Here is how case management is described in the overview volume of my 2006 report:

Case management is another special type of process that only some BPMS support well.  Its key artifact is an electronic folder of case documents, which are added while the case process is running.  The classic example is mortgage origination, but examples include other types of underwriting for insurance and loans, financial advisory processes, and many types of benefits adjudication.  What makes case management different is that the number and identities of documents may not be known at design time, and each document may have its own workflow (create, review, approve) in addition to the overall case process.  Many case management processes involve complex business rules and require integration of a business rule engine.
Look for:
– Electronic case folder of independent work objects
– Ability to add case objects and flows at runtime
– Content management integration

I agree that is a bit narrowly drawn, and also hard to distinguish from other process types, notably content-centric and collaborative.  So what exactly is the essence of case management, or case handling, as it is sometimes called?  One paper from Wil van der Aalst, a BPM academic from Eindhoven University of Technology, describes case management as something not handled particularly well by traditional workflow or BPM systems.

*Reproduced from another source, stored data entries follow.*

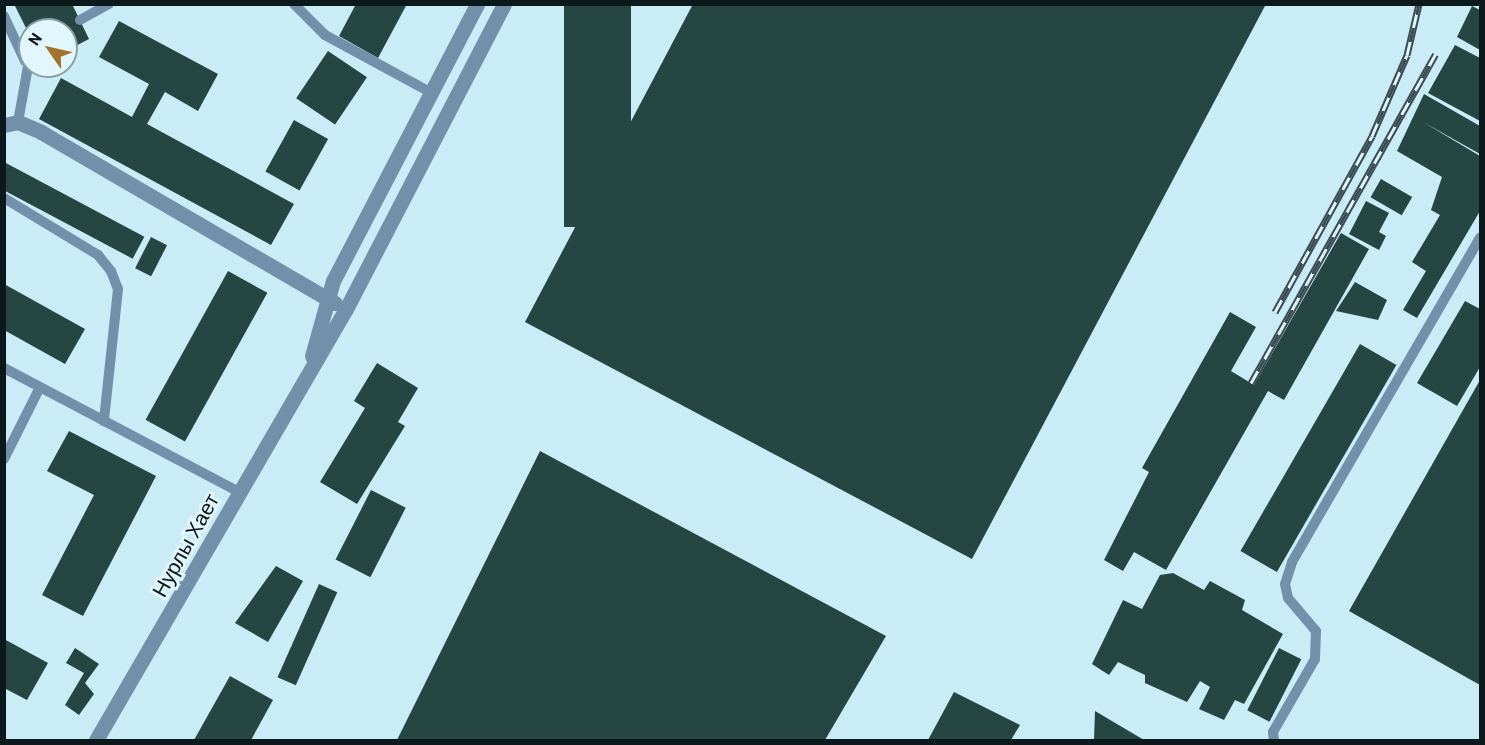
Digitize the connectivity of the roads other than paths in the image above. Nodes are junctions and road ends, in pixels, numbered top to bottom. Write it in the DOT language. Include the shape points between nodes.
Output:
graph roads {
  1 [pos="109,4"];
  2 [pos="294,4"];
  3 [pos="477,4"];
  4 [pos="504,4"];
  5 [pos="4,16"];
  6 [pos="80,20"];
  7 [pos="18,42"];
  8 [pos="22,78"];
  9 [pos="428,91"];
  10 [pos="11,124"];
  11 [pos="4,198"];
  12 [pos="1480,238"];
  13 [pos="327,299"];
  14 [pos="346,309"];
  15 [pos="4,368"];
  16 [pos="309,368"];
  17 [pos="40,387"];
  18 [pos="104,421"];
  19 [pos="4,459"];
  20 [pos="239,492"];
  21 [pos="96,741"];
  22 [pos="1274,741"];
  1 -- 6 [label="lane"];
  2 -- 9 [label="lane" via="325,35"];
  3 -- 9 [label="street"];
  4 -- 14 [label="street"];
  5 -- 7 [label="lane"];
  8 -- 10 [label="lane"];
  9 -- 13 [label="street"];
  10 -- 13 [label="street"];
  11 -- 18 [label="lane" via="98,255 111,271 118,289"];
  12 -- 22 [label="lane" via="1292,562 1285,584 1288,598 1316,631 1315,659 1273,732"];
  13 -- 14 [label="street"];
  13 -- 16 [label="street"];
  14 -- 16 [label="street"];
  15 -- 17 [label="lane"];
  16 -- 20 [label="street, Нурлы Хает"];
  17 -- 18 [label="lane"];
  17 -- 19 [label="lane"];
  18 -- 20 [label="lane"];
  20 -- 21 [label="street, Нурлы Хает"];
}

  • In case management, a process task (“atomic” from BPM perspective, performed by single individual, a single “state” from the process perspective) may contain various subtasks (van der Aalst calls them “activities”, but that term has a different meaning in BPMN) — all done by the task performer, but not necessarily in a prescribed order, and depending on the context, perhaps not all need to be done.  The BPM process engine controls the flow of tasks, but not the internal subtasks. 
  • Also, in case management, the task performer should be empowered to do what is necessary to handle the case, which may be more than is allowed by traditional process design.  Traditional BPM gives each task just enough information to perform the functions envisioned by the process designer.  To make a long story short, case management should allow task performers to add data objects to the instance at runtime, even if such data elements were not specified in the process model.

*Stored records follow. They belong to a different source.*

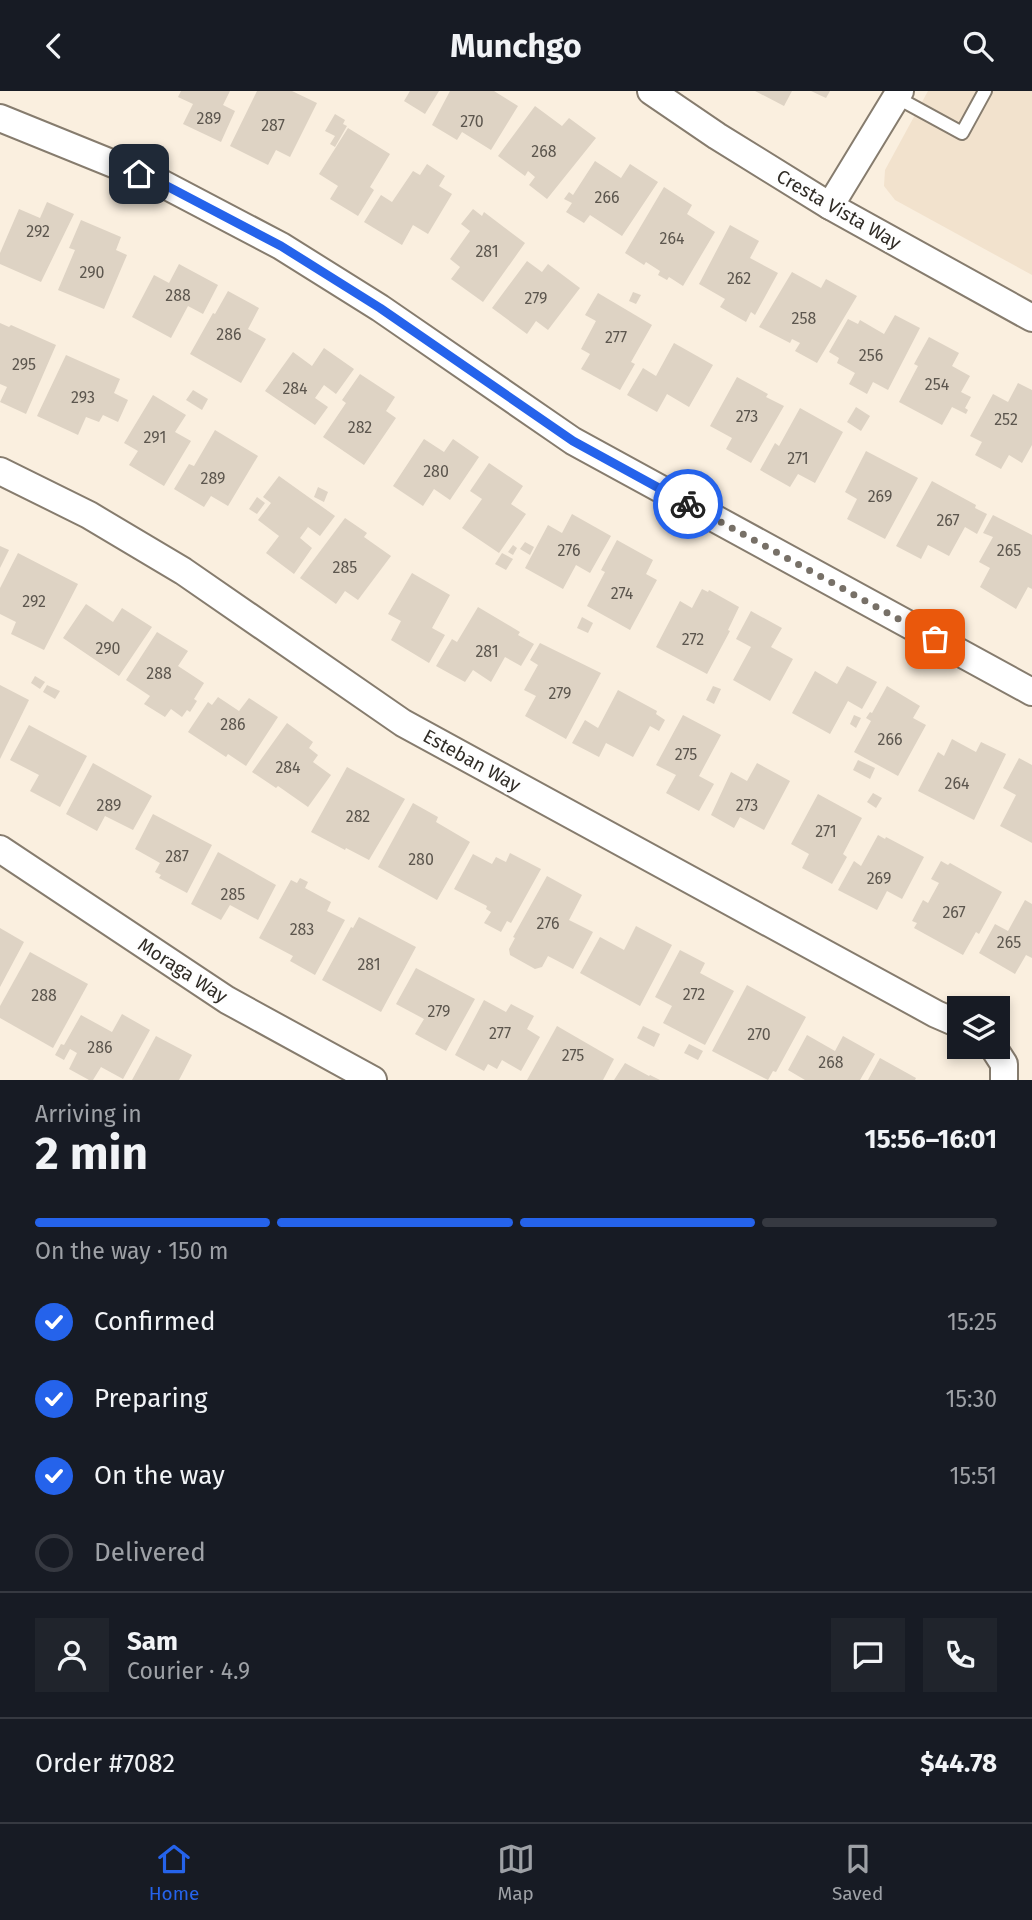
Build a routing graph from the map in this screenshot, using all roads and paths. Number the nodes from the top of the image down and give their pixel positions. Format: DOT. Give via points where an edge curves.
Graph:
graph roads {
  1 [pos="651,91"];
  2 [pos="985,91"];
  3 [pos="898,94"];
  4 [pos="0,118"];
  5 [pos="830,206"];
  6 [pos="1032,318"];
  7 [pos="0,471"];
  8 [pos="1032,692"];
  9 [pos="0,849"];
  10 [pos="947,1019"];
  11 [pos="373,1080"];
  1 -- 5 [label="street, Cresta Vista Way"];
  2 -- 3 [label="lane" via="962,132"];
  3 -- 5 [label="street"];
  4 -- 8 [label="street" via="163,184 281,246 573,441"];
  5 -- 6 [label="street, Cresta Vista Way"];
  7 -- 10 [label="street, Esteban Way" via="89,515 183,571 403,723"];
  9 -- 11 [label="street, Moraga Way" via="227,1000"];
}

In reconciling this view to my 2006 report, clearly the biggest difference is my use of the term “documents” vs van der Aalst’s more general term “data objects” — which obviously could represent document attachments.  He doesn’t mention the idea of an electronic case folder, but obviously some general container for case data — both that defined by the process model and that added ad-hoc by task performers — is implicit.  My use case needs to clarify that the entire case folder is routed by the process engine to task performers, and links the participant to all case data and documents, not just that required to perform the assigned task.  The content-centric features will be removed from this use case and moved to the content-centric use case.  The report will remind users that the use cases are not mutually exclusive, and a process that fits into more than one may need a solution that encompasses the features required by both.